Comparison of Machine Learning and Statistical Approaches for Predicting Travel Times in the Oklahoma Highway System
Abstract
Traffic management systems play a vital role in supporting the smooth flow of traffic in road networks. By accurately predicting travel time, a traffic condition parameter that is extensively used in such systems, we can significantly improve the efficiency of these systems, decision-makers, and travelers. In this work, we use a dataset from the Oklahoma Department of Transportation to compare the accuracy of statistical and machine learning approaches to predicting travel time.

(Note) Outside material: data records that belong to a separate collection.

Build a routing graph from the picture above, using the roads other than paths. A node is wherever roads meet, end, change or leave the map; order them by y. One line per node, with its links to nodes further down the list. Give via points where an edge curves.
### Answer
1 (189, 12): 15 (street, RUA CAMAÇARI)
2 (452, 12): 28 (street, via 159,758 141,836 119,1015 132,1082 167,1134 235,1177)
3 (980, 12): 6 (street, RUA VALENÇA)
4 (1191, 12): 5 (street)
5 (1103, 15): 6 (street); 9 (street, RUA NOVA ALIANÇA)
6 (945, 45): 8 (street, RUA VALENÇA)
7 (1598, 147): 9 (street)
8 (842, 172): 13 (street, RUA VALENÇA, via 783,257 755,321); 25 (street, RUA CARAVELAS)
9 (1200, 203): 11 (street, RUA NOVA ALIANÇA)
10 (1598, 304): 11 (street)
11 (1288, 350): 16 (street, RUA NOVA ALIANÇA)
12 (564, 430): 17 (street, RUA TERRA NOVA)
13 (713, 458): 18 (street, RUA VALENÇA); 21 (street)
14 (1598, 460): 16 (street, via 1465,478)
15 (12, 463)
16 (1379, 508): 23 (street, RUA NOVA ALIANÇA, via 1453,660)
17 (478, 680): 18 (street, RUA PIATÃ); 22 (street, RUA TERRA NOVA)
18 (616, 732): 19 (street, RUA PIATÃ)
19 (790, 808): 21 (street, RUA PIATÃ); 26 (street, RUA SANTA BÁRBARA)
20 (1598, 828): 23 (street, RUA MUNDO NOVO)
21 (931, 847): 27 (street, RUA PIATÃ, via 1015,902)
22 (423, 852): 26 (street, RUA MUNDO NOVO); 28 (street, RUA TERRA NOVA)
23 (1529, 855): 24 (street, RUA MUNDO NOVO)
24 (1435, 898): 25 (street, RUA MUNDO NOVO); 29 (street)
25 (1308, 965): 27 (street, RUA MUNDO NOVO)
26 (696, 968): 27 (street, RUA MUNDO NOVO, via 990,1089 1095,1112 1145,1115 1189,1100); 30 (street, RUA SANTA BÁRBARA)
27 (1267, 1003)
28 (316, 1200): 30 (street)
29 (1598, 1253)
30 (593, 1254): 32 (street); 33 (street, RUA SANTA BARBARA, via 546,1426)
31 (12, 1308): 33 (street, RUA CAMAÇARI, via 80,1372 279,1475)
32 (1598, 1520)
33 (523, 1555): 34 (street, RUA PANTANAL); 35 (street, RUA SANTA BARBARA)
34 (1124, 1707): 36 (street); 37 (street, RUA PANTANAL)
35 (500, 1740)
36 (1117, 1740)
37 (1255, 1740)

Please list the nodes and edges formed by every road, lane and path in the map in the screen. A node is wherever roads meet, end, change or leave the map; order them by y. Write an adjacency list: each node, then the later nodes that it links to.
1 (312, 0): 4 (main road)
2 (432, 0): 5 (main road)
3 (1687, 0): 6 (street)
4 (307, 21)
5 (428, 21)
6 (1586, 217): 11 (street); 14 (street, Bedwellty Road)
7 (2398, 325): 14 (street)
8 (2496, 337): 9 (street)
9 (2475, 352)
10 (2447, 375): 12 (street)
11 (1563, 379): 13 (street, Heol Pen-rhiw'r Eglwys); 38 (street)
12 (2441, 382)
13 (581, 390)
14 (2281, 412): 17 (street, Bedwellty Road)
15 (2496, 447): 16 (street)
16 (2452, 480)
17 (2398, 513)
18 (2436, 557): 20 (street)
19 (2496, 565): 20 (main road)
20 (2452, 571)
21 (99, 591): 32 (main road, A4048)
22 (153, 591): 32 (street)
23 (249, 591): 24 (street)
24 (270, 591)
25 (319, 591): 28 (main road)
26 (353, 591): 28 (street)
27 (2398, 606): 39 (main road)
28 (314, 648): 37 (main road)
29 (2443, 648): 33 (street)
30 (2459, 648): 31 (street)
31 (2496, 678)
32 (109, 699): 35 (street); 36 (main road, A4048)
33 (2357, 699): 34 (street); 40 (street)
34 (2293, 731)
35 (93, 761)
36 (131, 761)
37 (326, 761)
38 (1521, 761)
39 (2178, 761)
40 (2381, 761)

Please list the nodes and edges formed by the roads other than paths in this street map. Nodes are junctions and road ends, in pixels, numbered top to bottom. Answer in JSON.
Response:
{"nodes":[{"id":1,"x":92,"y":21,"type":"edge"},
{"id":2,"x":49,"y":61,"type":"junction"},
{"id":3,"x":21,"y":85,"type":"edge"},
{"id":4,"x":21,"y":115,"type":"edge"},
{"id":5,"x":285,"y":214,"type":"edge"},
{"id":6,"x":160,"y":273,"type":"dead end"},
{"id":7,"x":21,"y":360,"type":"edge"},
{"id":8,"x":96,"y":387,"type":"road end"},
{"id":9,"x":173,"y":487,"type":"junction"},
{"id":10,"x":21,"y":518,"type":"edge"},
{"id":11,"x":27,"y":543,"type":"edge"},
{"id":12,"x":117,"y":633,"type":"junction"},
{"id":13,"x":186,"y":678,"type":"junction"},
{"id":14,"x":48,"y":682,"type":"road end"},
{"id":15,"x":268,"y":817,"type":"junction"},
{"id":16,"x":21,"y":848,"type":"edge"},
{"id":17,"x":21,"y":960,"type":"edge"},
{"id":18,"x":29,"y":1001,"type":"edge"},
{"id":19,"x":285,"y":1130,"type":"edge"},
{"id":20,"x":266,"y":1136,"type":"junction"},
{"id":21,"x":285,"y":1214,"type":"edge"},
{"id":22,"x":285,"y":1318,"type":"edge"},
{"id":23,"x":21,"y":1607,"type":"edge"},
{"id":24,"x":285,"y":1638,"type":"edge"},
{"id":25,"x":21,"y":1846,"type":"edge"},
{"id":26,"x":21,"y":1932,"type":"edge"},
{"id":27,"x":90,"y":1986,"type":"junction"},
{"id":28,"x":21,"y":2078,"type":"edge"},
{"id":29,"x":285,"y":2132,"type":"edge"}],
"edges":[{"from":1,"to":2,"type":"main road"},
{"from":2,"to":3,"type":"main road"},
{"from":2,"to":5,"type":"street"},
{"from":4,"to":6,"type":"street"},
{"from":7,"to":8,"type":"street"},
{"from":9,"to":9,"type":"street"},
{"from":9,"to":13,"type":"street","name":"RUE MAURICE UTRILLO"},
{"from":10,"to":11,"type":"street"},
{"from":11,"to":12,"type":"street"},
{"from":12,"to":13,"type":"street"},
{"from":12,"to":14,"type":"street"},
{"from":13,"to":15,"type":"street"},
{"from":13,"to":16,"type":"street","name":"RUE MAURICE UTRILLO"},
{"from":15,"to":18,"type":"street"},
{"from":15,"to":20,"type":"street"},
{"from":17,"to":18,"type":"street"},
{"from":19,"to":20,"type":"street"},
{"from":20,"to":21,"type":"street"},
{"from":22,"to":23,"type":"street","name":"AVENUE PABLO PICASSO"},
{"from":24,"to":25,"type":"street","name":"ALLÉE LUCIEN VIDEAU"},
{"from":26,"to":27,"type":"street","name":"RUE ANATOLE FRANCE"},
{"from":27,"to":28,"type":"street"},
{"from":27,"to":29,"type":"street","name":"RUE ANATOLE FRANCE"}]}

We establish baseline accuracy by constructing a traditional statistical model using the seasonal autoregressive integrated moving average (SARIMA) approach. We compare this baseline to two machine learning models: one-dimensional convolutional neural networks (1-D CNNs) and long short-term memory (LSTM) networks. Our results show that our 1-D CNN and LSTM models have better performance than the statistical model. As an example, in a 4-step architecture (a model structure that simultaneously predicts travel time four periods ahead), the median root means squared relative error (RMSRE) scores for our LSTM and 1-D CNN models are 0.060 and 0.063, respectively. These compare to the median RMSRE score of 0.12 for the corresponding 4-step SARIMA model. The results also indicate that the machine learning approaches have significantly lower computation time compared to SARIMA. In addition, the 1-D CNN model has the least error variance across all architectures and among all modeling methods. Finally, the 1-D CNN approach is more consistent in terms of prediction error across the experimented architectures compared to the LSTM appraoch. Therefore, based on the results, we highly recommend using machine learning approaches, specifically, 1-D CNNs, for estimating travel time in roadway systems and for other similar time-series prediction problems.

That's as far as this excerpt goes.